CIA interrogators used rectal feedings to encourage prisoner compliance, report reveals

In 2003, the White House reconsidered its position on using the term “humane treatment” when publicly describing how it handled suspected al-Qaida and Taliban detainees in U.S. custody and elsewhere abroad.

CIA General Counsel Scott Muller expressed concern to the National Security Council principals, White House staff, and Department of Justice personnel that the CIA’s program might be inconsistent with public statements from the Administration that the U.S. Government’s treatment of detainees was “humane.” (Select Committee on Intelligence Report Executive Summary — Page 115)

The Senate’s report details how this change in language may have had an effect on the treatment of Majid Khan, a prisoner who participated in a series of hunger strikes and self-mutilation beginning in March 2004. In 2006, CIA personnel took radical measures to force-feed Khan and administered a “lunch tray” of pureed hummus, raisins and pasta through his rectum.

According to CIA records, Majid Khan’s “lunch tray” of hummus, pasta with sauce, nuts, and raisins was “pureed” and rectally infused. (page 488)

According to CIA records cited by the report, Khan became “‘very hostile’” to the rectal feedings and “removed the rectal tube as soon as he was allowed to.”

This treatment comes to public light after the Senate Select Committee on Intelligence released a more than 500-page summary report on the use of enhanced interrogation tactics on detainees in U.S. custody. The full 6,600-page report remains classified.

Khan was one of at least five out of 119 detainees who received either rectal feedings or rectal rehydration, the report says. In at least one instance, these types of procedures were described in cables as “enemas,” but later clarified as being rectal rehydration.

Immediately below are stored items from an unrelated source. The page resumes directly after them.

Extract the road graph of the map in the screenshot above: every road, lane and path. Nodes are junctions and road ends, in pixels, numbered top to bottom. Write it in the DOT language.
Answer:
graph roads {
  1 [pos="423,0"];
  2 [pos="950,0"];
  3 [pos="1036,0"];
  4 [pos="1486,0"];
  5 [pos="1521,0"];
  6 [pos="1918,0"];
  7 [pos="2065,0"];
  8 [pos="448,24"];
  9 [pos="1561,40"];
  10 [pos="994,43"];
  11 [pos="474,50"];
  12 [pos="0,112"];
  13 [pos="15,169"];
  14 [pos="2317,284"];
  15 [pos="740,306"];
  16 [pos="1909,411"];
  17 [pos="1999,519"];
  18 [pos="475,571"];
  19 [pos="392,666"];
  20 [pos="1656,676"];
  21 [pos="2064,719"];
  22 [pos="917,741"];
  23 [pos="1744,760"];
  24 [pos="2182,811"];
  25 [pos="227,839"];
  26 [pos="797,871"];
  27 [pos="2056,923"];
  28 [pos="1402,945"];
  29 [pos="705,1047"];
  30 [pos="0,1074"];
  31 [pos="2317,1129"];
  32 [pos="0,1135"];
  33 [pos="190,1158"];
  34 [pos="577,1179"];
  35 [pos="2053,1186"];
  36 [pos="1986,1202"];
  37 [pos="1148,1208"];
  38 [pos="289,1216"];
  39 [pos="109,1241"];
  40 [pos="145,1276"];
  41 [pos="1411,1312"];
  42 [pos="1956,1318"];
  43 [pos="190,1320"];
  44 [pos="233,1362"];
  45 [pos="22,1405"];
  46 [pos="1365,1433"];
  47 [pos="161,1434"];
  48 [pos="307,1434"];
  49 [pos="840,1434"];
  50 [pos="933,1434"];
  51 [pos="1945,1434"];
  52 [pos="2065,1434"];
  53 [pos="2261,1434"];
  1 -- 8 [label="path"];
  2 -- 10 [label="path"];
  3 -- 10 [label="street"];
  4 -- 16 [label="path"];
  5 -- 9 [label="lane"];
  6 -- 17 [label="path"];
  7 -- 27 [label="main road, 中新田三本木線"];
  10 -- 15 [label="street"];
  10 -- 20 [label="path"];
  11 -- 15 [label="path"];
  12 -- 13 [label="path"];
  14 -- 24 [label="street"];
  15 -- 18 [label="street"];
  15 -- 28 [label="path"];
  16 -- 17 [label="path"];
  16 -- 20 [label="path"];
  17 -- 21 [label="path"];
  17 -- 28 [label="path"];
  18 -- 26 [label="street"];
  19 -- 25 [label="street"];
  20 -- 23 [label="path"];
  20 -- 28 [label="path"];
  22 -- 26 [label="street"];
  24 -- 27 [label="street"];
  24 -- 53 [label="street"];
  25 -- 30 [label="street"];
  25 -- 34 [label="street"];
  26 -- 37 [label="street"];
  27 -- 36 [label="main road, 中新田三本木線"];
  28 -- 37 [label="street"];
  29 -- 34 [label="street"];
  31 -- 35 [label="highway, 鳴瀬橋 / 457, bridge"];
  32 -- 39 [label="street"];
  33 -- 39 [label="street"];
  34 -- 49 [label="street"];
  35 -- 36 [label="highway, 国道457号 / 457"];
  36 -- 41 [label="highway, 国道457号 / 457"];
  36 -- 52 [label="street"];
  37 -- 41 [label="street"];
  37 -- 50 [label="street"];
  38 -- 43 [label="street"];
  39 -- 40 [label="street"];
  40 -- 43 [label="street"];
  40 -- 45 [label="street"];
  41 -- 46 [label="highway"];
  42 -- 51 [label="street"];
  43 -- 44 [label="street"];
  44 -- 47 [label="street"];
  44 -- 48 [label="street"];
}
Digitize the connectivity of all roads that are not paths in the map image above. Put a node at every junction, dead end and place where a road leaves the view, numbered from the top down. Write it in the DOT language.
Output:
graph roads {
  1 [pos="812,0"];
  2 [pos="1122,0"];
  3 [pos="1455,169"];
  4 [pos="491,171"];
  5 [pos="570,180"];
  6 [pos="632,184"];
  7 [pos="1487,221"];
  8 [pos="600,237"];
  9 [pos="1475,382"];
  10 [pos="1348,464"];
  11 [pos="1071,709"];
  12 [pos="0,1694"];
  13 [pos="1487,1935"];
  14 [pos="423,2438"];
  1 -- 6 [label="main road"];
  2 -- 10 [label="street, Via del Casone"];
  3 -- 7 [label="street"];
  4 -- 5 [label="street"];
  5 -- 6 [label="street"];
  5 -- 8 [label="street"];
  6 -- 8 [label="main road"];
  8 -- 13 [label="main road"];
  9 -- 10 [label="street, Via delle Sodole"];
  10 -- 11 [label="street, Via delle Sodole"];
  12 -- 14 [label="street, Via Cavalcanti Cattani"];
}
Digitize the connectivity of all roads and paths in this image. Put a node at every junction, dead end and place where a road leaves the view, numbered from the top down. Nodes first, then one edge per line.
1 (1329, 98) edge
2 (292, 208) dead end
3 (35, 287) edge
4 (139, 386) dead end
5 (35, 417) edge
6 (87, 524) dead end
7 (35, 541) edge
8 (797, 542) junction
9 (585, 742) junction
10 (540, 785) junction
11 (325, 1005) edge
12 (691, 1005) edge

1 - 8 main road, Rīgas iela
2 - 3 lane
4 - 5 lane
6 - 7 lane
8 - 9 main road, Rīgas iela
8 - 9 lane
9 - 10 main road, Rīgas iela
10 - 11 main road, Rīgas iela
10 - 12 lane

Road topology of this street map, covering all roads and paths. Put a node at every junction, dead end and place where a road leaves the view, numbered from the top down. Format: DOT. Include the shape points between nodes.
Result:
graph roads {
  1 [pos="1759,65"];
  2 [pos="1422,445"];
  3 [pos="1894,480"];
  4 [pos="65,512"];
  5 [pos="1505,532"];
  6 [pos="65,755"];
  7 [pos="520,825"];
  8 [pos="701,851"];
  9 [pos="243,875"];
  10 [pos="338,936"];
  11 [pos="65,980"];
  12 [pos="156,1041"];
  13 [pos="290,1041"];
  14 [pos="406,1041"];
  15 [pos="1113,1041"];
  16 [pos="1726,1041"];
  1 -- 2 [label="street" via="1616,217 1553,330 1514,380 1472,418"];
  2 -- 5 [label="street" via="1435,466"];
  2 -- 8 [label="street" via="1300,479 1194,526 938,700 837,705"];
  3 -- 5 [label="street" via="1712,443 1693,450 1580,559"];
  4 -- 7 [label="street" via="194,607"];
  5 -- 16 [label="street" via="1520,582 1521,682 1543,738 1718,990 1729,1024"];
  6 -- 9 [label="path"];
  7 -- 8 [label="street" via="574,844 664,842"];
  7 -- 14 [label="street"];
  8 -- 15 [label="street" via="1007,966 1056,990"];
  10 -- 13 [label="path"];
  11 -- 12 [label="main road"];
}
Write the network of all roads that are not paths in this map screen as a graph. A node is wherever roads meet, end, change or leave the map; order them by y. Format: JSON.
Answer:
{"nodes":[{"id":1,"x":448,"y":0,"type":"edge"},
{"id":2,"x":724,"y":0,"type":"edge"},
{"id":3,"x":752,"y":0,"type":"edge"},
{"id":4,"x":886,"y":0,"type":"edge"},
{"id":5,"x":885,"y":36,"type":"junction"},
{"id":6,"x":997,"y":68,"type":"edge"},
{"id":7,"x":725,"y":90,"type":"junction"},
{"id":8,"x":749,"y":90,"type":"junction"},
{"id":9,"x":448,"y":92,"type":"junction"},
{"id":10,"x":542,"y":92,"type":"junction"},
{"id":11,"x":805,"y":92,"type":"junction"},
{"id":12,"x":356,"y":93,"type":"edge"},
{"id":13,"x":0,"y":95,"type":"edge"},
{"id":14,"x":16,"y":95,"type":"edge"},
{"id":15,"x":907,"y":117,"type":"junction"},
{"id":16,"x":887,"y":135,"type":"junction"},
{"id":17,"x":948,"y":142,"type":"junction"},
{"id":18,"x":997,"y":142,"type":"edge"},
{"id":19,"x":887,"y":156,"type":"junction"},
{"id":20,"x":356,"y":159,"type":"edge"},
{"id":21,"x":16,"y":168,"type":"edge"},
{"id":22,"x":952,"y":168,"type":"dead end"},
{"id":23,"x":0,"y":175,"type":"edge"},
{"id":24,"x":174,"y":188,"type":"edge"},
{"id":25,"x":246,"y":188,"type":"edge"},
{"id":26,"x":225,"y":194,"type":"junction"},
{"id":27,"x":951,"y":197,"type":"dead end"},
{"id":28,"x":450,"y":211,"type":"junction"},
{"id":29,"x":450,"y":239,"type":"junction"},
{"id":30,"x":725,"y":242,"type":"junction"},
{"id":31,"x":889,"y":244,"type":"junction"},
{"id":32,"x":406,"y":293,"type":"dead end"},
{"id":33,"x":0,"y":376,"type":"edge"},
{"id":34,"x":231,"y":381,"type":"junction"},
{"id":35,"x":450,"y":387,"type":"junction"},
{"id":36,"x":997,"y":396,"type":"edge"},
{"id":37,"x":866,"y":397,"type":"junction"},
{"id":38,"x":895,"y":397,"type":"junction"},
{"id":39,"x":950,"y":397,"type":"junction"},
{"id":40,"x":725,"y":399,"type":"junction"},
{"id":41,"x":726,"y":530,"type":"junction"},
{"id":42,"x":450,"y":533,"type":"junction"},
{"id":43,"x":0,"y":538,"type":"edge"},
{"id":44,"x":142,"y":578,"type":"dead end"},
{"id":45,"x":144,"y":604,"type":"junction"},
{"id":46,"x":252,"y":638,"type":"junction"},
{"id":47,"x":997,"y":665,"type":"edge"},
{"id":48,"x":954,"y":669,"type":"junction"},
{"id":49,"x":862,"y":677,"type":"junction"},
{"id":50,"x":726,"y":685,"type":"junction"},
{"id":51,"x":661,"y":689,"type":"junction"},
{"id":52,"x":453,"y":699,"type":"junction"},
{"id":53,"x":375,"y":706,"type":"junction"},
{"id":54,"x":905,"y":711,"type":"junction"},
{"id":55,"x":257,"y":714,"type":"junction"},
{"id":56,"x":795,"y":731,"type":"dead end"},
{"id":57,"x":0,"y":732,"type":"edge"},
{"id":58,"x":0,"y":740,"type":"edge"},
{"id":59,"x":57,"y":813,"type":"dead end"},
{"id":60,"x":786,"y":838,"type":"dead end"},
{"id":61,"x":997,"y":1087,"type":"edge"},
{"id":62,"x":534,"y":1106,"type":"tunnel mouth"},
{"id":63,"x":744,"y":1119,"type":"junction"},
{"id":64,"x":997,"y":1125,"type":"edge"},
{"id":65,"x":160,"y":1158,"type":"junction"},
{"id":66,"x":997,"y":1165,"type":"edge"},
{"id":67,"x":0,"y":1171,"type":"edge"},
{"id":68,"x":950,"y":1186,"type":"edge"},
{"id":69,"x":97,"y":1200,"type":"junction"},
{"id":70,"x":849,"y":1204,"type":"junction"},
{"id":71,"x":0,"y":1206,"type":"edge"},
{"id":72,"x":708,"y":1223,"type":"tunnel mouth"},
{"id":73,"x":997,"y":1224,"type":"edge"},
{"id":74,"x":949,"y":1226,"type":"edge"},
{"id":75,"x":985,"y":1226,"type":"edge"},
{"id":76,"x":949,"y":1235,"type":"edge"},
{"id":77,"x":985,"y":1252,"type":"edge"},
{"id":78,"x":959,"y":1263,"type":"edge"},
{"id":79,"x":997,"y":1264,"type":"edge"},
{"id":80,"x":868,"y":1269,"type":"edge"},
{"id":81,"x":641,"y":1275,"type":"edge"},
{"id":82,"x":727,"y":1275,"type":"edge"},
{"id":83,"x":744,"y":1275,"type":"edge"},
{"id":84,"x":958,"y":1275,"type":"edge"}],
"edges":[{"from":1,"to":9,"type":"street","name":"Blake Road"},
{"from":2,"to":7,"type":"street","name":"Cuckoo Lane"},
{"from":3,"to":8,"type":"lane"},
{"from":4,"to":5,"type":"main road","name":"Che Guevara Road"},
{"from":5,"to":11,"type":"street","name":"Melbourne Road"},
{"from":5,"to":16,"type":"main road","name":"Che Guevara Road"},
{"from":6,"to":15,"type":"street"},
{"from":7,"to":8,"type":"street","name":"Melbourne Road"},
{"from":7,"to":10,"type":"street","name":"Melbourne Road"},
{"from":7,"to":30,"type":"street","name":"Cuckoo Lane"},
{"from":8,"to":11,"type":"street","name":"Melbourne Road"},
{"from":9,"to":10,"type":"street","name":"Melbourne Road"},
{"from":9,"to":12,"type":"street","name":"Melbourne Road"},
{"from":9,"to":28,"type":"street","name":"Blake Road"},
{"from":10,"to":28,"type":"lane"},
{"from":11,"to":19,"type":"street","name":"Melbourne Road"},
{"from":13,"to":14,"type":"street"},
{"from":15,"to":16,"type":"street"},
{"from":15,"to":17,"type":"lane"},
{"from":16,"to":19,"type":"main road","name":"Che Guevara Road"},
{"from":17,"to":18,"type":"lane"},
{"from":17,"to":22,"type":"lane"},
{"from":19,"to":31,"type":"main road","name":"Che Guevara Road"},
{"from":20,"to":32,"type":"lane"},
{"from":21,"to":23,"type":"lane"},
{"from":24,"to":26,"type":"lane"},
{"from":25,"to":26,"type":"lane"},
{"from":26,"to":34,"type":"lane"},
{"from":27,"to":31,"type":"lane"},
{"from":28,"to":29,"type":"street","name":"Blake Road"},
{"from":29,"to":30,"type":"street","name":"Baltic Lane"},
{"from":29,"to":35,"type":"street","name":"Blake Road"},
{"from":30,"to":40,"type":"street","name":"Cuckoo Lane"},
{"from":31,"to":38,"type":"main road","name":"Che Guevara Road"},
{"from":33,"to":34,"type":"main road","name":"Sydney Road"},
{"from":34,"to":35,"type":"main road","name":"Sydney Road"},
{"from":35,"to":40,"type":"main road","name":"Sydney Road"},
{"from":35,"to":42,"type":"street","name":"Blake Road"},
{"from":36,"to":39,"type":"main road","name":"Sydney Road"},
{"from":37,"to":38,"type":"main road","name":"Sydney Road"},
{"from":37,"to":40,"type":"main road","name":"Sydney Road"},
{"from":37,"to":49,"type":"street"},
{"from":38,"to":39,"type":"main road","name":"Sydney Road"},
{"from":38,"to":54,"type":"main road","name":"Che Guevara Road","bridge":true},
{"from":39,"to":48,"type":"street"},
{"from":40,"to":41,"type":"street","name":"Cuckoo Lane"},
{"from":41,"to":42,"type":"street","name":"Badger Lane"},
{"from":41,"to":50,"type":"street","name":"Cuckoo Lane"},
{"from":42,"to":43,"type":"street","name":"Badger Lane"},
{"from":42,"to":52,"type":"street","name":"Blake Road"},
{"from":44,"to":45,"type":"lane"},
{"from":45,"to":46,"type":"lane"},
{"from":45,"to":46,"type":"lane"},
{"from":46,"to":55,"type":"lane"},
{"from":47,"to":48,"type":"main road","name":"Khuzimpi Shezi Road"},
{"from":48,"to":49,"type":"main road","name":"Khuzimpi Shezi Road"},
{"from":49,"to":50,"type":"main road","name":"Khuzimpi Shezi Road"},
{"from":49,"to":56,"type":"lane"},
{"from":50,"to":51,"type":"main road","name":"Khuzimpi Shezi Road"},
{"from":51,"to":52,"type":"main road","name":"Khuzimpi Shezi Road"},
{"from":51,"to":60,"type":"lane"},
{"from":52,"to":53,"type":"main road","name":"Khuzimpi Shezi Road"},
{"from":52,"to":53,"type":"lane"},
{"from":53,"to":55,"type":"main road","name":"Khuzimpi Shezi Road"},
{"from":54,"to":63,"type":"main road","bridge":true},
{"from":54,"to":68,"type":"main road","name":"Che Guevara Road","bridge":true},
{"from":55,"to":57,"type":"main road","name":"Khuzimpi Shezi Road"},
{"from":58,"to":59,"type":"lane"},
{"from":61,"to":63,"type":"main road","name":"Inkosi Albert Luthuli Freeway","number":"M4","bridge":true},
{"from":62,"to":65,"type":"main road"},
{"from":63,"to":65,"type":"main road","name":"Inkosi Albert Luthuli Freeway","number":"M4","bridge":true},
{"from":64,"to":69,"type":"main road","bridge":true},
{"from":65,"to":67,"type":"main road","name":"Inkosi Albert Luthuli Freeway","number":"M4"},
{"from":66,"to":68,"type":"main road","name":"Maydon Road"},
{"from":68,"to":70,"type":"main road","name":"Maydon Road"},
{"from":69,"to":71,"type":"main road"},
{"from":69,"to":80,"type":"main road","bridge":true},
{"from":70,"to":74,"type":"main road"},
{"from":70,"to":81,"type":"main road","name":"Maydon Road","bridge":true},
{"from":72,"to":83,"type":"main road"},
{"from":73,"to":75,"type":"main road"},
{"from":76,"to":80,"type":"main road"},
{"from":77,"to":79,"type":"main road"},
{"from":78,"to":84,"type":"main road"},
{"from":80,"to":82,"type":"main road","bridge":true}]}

Personnel administered rectal rehydration to Khalid Sheikh Mohammed, identified as the principal orchestrator of the Sept. 11, 2001, attacks, in order to “clear a person’s head” and prompt Mohammed to talk to interrogators, the Office of Medical Services said, according to the report.

The use of rectal feedings and rehydration as a coercive tactic adds a new layer to existing arguments against the U.S. practice of force feeding prisoners as part of enhanced interrogation techniques. In 2013, Miami Herald reporter Carol Rosenberg, who has extensively covered the conditions of detainees at Guantanamo Bay, told the NewsHour:

Well, you know, the head of the International Red Cross tells us that they oppose force-feeding, that actually prisoners do have the right to a certain measure of self-determination. And one of the things that they can do is choose not to eat.

The Pentagon has a different policy. And what they say is that they have developed these force-feeding protocols from the Federal Bureau of Prisons years ago when they were first confronted with the hunger strikes. So there are international human rights and medical organizations that say what the U.S. is doing down there, feeding them twice a day with these tubes tethered up their nose, down the back of their throat and into their stomach, a can of Ensure twice a day, there are organizations that say this is wrong, that they should be allowed to choose to starve to death if they want to.

The Senate’s CIA interrogation report quoted excerpts from the October 2001 edition of the CIA Directorate of Operations Handbook, which clearly stated that CIA personnel are to “neither participate directly in nor encourage interrogation which involves the use of force, mental or physical torture, extremely demeaning indignities or exposure to inhumane treatment of any kind as an aid to interrogation.